>>>>

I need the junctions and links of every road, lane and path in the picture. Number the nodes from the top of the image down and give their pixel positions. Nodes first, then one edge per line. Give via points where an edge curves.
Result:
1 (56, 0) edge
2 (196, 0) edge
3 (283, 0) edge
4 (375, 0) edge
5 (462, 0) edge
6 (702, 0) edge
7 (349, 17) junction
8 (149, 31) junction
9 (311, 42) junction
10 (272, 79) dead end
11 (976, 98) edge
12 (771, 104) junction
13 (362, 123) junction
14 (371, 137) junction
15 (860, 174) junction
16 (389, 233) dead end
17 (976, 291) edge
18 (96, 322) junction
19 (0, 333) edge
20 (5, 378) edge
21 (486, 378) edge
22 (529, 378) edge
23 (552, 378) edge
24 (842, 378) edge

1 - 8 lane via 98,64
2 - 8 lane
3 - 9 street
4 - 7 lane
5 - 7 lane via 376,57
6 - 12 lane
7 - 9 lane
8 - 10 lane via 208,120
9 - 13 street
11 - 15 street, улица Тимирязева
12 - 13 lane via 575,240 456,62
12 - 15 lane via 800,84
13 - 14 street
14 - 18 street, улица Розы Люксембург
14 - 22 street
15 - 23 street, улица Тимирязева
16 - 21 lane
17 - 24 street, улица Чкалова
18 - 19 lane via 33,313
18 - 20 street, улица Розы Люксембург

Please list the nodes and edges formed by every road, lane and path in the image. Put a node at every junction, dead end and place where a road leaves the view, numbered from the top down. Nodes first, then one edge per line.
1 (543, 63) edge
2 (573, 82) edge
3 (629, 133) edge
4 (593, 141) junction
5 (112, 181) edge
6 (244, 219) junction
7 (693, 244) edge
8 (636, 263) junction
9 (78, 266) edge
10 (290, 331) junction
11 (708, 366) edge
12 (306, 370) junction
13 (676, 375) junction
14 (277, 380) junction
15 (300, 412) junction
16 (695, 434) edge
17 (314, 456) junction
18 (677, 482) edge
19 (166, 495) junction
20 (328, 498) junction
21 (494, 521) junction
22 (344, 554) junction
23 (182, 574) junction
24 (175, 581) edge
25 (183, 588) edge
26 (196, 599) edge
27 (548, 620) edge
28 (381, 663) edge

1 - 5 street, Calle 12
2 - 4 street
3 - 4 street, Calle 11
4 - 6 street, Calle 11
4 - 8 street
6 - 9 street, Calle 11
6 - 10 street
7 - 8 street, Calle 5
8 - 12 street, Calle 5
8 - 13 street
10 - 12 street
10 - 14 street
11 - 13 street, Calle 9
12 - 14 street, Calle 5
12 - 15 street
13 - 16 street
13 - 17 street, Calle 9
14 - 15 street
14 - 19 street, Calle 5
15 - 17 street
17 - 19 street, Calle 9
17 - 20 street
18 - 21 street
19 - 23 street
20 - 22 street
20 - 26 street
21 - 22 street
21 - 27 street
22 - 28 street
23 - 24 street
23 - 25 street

<<<<

* [WORK REQUIRED]:
All entries above are to be copied exactly, with none left out.

* [RESPONSE FOR THIS EXERCISE]:
I need the junctions and links of every road, lane and path in the picture. Number the nodes from the top of the image down and give their pixel positions. Nodes first, then one edge per line. Give via points where an edge curves.
Result:
1 (56, 0) edge
2 (196, 0) edge
3 (283, 0) edge
4 (375, 0) edge
5 (462, 0) edge
6 (702, 0) edge
7 (349, 17) junction
8 (149, 31) junction
9 (311, 42) junction
10 (272, 79) dead end
11 (976, 98) edge
12 (771, 104) junction
13 (362, 123) junction
14 (371, 137) junction
15 (860, 174) junction
16 (389, 233) dead end
17 (976, 291) edge
18 (96, 322) junction
19 (0, 333) edge
20 (5, 378) edge
21 (486, 378) edge
22 (529, 378) edge
23 (552, 378) edge
24 (842, 378) edge

1 - 8 lane via 98,64
2 - 8 lane
3 - 9 street
4 - 7 lane
5 - 7 lane via 376,57
6 - 12 lane
7 - 9 lane
8 - 10 lane via 208,120
9 - 13 street
11 - 15 street, улица Тимирязева
12 - 13 lane via 575,240 456,62
12 - 15 lane via 800,84
13 - 14 street
14 - 18 street, улица Розы Люксембург
14 - 22 street
15 - 23 street, улица Тимирязева
16 - 21 lane
17 - 24 street, улица Чкалова
18 - 19 lane via 33,313
18 - 20 street, улица Розы Люксембург

Please list the nodes and edges formed by every road, lane and path in the image. Put a node at every junction, dead end and place where a road leaves the view, numbered from the top down. Nodes first, then one edge per line.
1 (543, 63) edge
2 (573, 82) edge
3 (629, 133) edge
4 (593, 141) junction
5 (112, 181) edge
6 (244, 219) junction
7 (693, 244) edge
8 (636, 263) junction
9 (78, 266) edge
10 (290, 331) junction
11 (708, 366) edge
12 (306, 370) junction
13 (676, 375) junction
14 (277, 380) junction
15 (300, 412) junction
16 (695, 434) edge
17 (314, 456) junction
18 (677, 482) edge
19 (166, 495) junction
20 (328, 498) junction
21 (494, 521) junction
22 (344, 554) junction
23 (182, 574) junction
24 (175, 581) edge
25 (183, 588) edge
26 (196, 599) edge
27 (548, 620) edge
28 (381, 663) edge

1 - 5 street, Calle 12
2 - 4 street
3 - 4 street, Calle 11
4 - 6 street, Calle 11
4 - 8 street
6 - 9 street, Calle 11
6 - 10 street
7 - 8 street, Calle 5
8 - 12 street, Calle 5
8 - 13 street
10 - 12 street
10 - 14 street
11 - 13 street, Calle 9
12 - 14 street, Calle 5
12 - 15 street
13 - 16 street
13 - 17 street, Calle 9
14 - 15 street
14 - 19 street, Calle 5
15 - 17 street
17 - 19 street, Calle 9
17 - 20 street
18 - 21 street
19 - 23 street
20 - 22 street
20 - 26 street
21 - 22 street
21 - 27 street
22 - 28 street
23 - 24 street
23 - 25 street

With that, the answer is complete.